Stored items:
═══

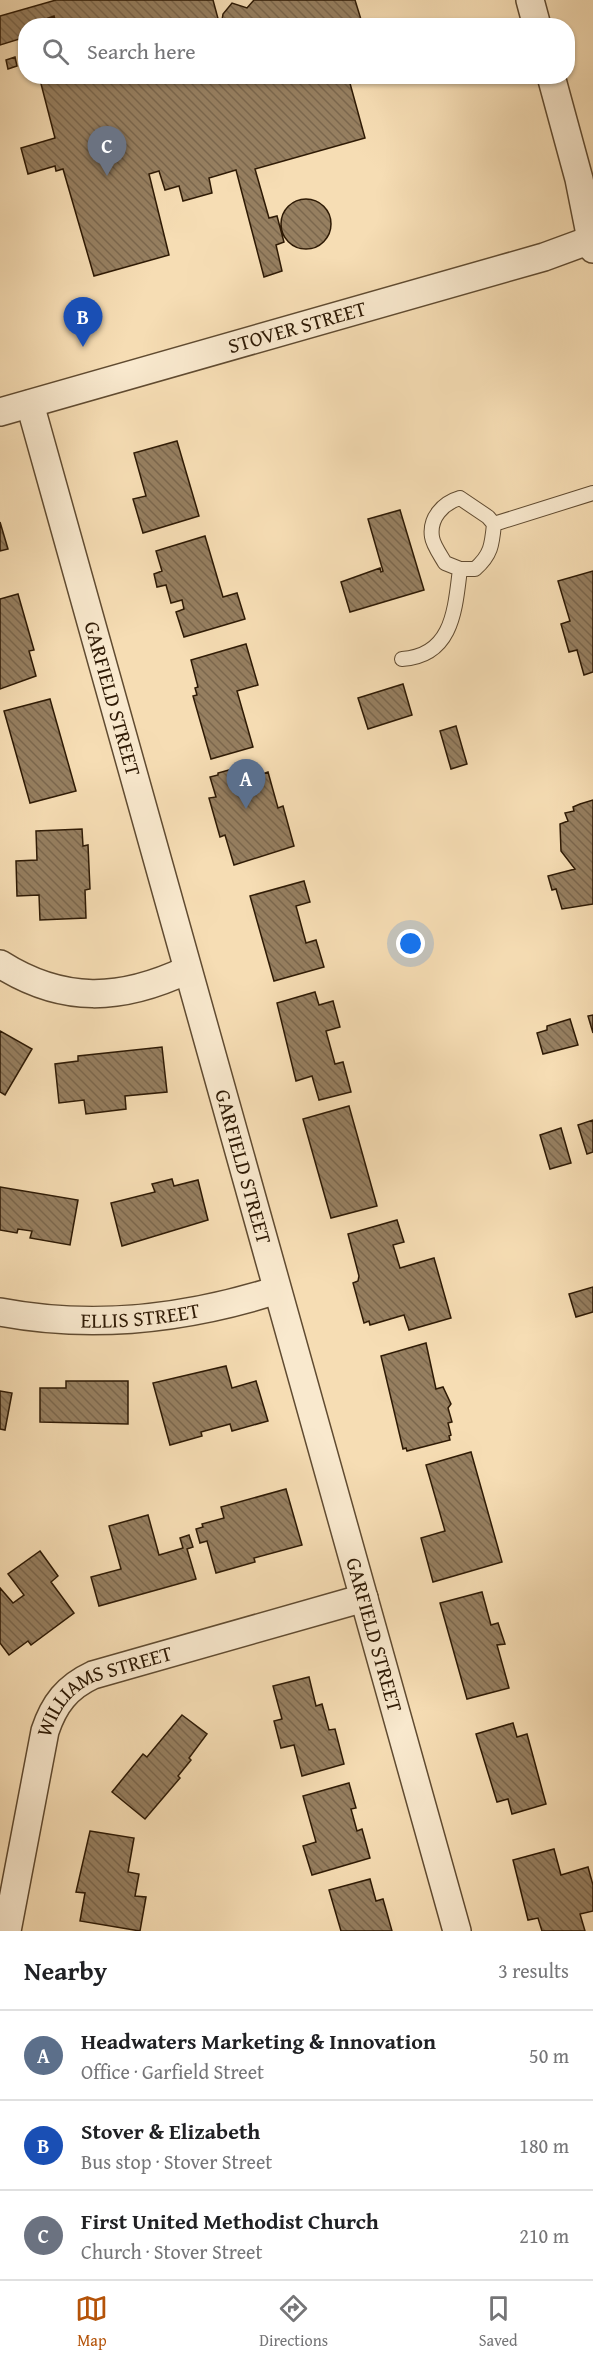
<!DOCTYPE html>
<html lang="en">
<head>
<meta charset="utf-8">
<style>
	body { margin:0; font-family:"Gentium Book Plus",serif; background:#f6f6f6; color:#202124 }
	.you { position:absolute; left:411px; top:944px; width:21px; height:21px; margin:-15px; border:4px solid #fff; border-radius:50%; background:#1a73e8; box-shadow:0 0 0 9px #1a73e833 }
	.badge { display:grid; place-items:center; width:39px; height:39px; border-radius:50%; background:#b45309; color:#fff; font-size:20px; font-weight:700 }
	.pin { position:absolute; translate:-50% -50px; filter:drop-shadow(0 2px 3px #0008) }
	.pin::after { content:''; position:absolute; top:32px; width:21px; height:18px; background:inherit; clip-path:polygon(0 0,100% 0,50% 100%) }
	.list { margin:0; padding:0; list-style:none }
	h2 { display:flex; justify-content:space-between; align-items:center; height:78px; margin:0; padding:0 24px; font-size:26px }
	h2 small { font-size:20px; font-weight:400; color:#757577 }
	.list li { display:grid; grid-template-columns:39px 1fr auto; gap:18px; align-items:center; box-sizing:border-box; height:90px; padding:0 24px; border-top:2px solid #e0e0e0 }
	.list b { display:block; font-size:22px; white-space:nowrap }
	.list p { margin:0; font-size:20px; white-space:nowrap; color:#757577 }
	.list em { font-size:20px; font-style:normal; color:#757577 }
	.icon { flex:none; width:33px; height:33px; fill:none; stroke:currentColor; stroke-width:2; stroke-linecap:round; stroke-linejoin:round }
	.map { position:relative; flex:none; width:593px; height:1931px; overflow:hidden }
	.search { position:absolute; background:#fff; box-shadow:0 2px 4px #0004; left:18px; right:18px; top:18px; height:66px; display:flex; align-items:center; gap:15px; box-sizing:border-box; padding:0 21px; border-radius:24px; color:#757577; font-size:22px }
	.sheet { height:348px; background:#fff }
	nav { display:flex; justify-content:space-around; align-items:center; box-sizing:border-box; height:84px; border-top:2px solid #e0e0e0; background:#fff; font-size:16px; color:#757577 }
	nav a { display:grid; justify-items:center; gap:3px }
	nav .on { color:#b45309 }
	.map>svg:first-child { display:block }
</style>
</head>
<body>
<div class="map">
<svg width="593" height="1931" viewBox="0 0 593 1931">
	<defs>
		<pattern id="building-back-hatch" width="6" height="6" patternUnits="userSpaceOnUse" patternTransform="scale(1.5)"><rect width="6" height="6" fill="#967f60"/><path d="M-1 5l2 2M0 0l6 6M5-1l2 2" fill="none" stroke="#7b674d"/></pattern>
	</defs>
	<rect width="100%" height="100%" fill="#f6ddb4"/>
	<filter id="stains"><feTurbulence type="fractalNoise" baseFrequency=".00333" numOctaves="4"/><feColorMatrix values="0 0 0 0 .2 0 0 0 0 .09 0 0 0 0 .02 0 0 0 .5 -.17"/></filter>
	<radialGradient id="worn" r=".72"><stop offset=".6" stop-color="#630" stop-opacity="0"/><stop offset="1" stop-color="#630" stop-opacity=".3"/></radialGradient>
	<!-- building -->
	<path fill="url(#building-back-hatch)" stroke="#2e1a05" stroke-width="1.5" d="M 56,0 L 213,0 L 220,26 L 57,26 L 54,16 L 26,26 L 26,37 L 0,45 L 0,16 Z
		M 254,0 L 355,0 L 363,26 L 221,26 L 223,14 L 232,3 L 247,8 Z
		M 15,57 L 17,66 L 8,69 L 6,60 Z
		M 39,76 L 348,76 L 365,138 L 255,169 L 269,218 L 277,216 L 284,242 L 276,245 L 282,271 L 264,277 L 236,170 L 209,178 L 212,193 L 183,201 L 179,186 L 165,190 L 159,171 L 149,174 L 169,255 L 94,276 L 63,169 L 56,171 L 55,166 L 28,174 L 21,148 L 55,138 Z
		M281 224a25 25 0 1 1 50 0a25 25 0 1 1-50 0Z
		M 177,441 L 199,516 L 143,533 L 133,499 L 146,496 L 134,453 Z
		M 400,510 L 424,590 L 350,612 L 341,582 L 380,568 L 381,572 L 383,571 L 368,519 Z
		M 0,522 L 8,549 L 0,551 Z
		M 205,536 L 223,597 L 237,593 L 245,619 L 184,637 L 176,612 L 184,609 L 182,600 L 171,603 L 166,585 L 157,587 L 154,574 L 162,571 L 156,551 Z
		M 593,571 L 593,672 L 584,675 L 577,650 L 569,652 L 561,624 L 570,621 L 558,581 Z
		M 18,594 L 34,650 L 29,651 L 36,676 L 0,689 L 0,599 Z
		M 246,644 L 258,685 L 237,691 L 253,747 L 211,759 L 193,696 L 197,695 L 195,688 L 198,687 L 191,660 Z
		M 403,684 L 412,715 L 368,729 L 358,698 Z
		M 50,699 L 76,791 L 30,803 L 4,711 Z
		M 456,726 L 467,764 L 451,769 L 440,731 Z
		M 254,763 L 257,776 L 268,772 L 278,808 L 283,806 L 294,846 L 234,865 L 225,835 L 220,837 L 209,798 L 216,797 L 210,777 L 218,775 L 218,773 Z
		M 593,800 L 593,904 L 562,909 L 556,889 L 552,890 L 548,876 L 575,869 L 561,851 L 560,824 L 568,821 L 565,813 L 574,811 L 573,807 L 580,804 Z
		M 82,829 L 83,846 L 88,845 L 90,889 L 85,890 L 86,918 L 40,920 L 39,895 L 17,896 L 16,861 L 37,860 L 36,831 Z
		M 304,881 L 310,902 L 296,906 L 306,943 L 316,940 L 324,967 L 274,981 L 250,896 Z
		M 315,992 L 319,1005 L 333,1001 L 340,1027 L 326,1031 L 335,1064 L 343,1062 L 351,1092 L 319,1100 L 312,1076 L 296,1081 L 277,1003 Z
		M 593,1015 L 593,1033 L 588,1016 Z
		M 570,1019 L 578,1045 L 543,1054 L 537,1033 L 547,1030 L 547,1026 Z
		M 0,1031 L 32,1049 L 5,1095 L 0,1092 Z
		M 162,1047 L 167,1092 L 125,1096 L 126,1109 L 86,1114 L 84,1100 L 59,1103 L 55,1064 L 78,1061 L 78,1056 Z
		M 349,1106 L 377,1206 L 331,1218 L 303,1119 Z
		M 593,1120 L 593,1152 L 587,1154 L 578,1125 Z
		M 561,1128 L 571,1163 L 550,1169 L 540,1135 Z
		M 172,1179 L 174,1186 L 198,1180 L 208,1220 L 122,1246 L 111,1203 L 155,1192 L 152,1184 Z
		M 0,1187 L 78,1200 L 70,1245 L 30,1238 L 32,1231 L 18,1229 L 17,1233 L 0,1230 Z
		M 397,1220 L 404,1242 L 393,1245 L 400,1268 L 434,1258 L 451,1318 L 409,1330 L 404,1315 L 370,1325 L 369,1321 L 364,1323 L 353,1283 L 358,1281 L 359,1276 L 348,1234 Z
		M 593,1287 L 593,1312 L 576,1317 L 569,1294 Z
		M 426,1343 L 436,1389 L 443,1387 L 451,1404 L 448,1408 L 452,1422 L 448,1423 L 451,1435 L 449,1436 L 450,1440 L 407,1451 L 406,1448 L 403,1449 L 381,1356 Z
		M 226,1366 L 232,1388 L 256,1381 L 268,1421 L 232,1431 L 230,1424 L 201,1432 L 202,1436 L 170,1445 L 153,1383 Z
		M 66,1381 L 128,1381 L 128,1424 L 40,1422 L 40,1388 L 66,1388 Z
		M 0,1391 L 12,1393 L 5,1430 L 0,1429 Z
		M 471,1452 L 502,1562 L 433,1582 L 421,1538 L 445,1531 L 426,1465 Z
		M 286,1489 L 302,1545 L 254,1558 L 255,1562 L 216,1573 L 207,1541 L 200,1543 L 196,1529 L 203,1527 L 202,1524 L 224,1518 L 221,1507 Z
		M 148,1515 L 159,1555 L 183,1548 L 180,1538 L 189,1535 L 193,1547 L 187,1549 L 196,1579 L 99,1606 L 91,1577 L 121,1569 L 109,1526 Z
		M 40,1551 L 58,1576 L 51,1582 L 74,1613 L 31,1645 L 28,1641 L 9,1655 L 0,1643 L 0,1588 L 13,1603 L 24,1595 L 8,1574 Z
		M 482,1592 L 491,1625 L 498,1623 L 505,1644 L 497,1645 L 509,1688 L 467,1699 L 440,1603 Z
		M 309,1677 L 316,1706 L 322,1704 L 329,1730 L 335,1729 L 344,1764 L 302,1776 L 294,1745 L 281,1748 L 274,1721 L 282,1719 L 273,1686 Z
		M 182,1715 L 207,1734 L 189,1758 L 191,1760 L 178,1776 L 180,1778 L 145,1819 L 112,1792 L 143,1754 L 147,1757 Z
		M 513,1723 L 517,1737 L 527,1734 L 546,1804 L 512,1814 L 508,1799 L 497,1802 L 476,1734 Z
		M 349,1783 L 356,1808 L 351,1809 L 357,1831 L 362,1829 L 370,1858 L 312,1875 L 303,1846 L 316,1842 L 303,1796 Z
		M 90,1831 L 134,1838 L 128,1872 L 139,1874 L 135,1896 L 146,1897 L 140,1931 L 80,1921 L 85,1893 L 76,1892 Z
		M 554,1849 L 561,1875 L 588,1867 L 593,1885 L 593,1911 L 580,1914 L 585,1931 L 542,1931 L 538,1918 L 528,1920 L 513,1860 Z
		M 370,1879 L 376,1901 L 383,1899 L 392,1931 L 341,1931 L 329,1890 Z"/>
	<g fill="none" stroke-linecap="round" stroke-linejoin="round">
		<!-- lane casing -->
		<g stroke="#604b31" stroke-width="16">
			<path id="lane" d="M 460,498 L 488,517 L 494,524 C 492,545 491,555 475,569 L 460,569 L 445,563 C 441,556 433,545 432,537 C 429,518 443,503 460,498 Z
				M 494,524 L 593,493
				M 402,659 C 453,656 455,609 460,569"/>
		</g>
		<!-- street casing -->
		<g stroke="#604b31" stroke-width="30">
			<g id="street">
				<path d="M 530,0 L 537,26"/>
				<path d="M 551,76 L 579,179 L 593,249"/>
				<path id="s1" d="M 30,404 L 457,1931"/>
				<path id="s2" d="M 0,412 L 544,257 L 593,239"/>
				<path d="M 0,964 C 63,1004 121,1001 187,970"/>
				<path id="s3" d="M 0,1312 C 95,1330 186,1319 277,1290"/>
				<path id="s4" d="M 7,1931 L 45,1731 C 54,1704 67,1687 93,1675 L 364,1598"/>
			</g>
		</g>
		<!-- lane -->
		<use href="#lane" stroke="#f9e9ce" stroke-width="14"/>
		<!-- street -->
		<use href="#street" stroke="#f9e9ce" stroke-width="27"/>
	</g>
	<g text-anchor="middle" stroke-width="6" stroke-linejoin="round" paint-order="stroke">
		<!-- street labels -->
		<g font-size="21" fill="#2e1a05" stroke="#f9e9ce">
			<text dy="7" stroke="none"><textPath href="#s2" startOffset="309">STOVER STREET</textPath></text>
			<text dy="7" stroke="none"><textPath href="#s1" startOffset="306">GARFIELD STREET</textPath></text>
			<text dy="7" stroke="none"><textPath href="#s1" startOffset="792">GARFIELD STREET</textPath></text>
			<text dy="7" stroke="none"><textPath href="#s3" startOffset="141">ELLIS STREET</textPath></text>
			<text dy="7" stroke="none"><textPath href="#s1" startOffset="1278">GARFIELD STREET</textPath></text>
			<text dy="7" stroke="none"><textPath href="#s4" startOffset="280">WILLIAMS STREET</textPath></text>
		</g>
	</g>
	<rect width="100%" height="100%" filter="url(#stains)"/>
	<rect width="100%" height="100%" fill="url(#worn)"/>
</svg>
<div class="you"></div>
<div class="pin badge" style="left:246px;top:809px;background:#5c6f8a">A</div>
<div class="pin badge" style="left:83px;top:347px;background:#1a4fb4">B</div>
<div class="pin badge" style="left:107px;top:176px;background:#6b7280">C</div>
<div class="search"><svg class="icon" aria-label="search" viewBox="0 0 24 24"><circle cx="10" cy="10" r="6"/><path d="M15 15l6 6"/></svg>Search here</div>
</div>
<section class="sheet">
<h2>Nearby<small>3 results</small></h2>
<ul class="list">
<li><span class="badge" style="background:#5c6f8a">A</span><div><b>Headwaters Marketing &amp; Innovation</b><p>Office · Garfield Street</p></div><em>50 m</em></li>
<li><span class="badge" style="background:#1a4fb4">B</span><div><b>Stover &amp; Elizabeth</b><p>Bus stop · Stover Street</p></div><em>180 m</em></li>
<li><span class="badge" style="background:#6b7280">C</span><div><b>First United Methodist Church</b><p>Church · Stover Street</p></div><em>210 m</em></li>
</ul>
</section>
<nav>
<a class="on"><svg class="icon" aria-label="map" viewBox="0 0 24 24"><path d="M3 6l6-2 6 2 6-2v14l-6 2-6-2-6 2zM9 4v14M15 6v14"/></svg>Map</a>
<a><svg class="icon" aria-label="directions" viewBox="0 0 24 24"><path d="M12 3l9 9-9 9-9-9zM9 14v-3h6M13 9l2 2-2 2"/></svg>Directions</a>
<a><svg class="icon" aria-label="saved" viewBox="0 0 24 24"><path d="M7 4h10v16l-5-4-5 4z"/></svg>Saved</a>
</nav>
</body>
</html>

═══

All lines in the entries above that include "list" should be found and copied.

*Response box*.
	.list { margin:0; padding:0; list-style:none }
	.list li { display:grid; grid-template-columns:39px 1fr auto; gap:18px; align-items:center; box-sizing:border-box; height:90px; padding:0 24px; border-top:2px solid #e0e0e0 }
	.list b { display:block; font-size:22px; white-space:nowrap }
	.list p { margin:0; font-size:20px; white-space:nowrap; color:#757577 }
	.list em { font-size:20px; font-style:normal; color:#757577 }
<ul class="list">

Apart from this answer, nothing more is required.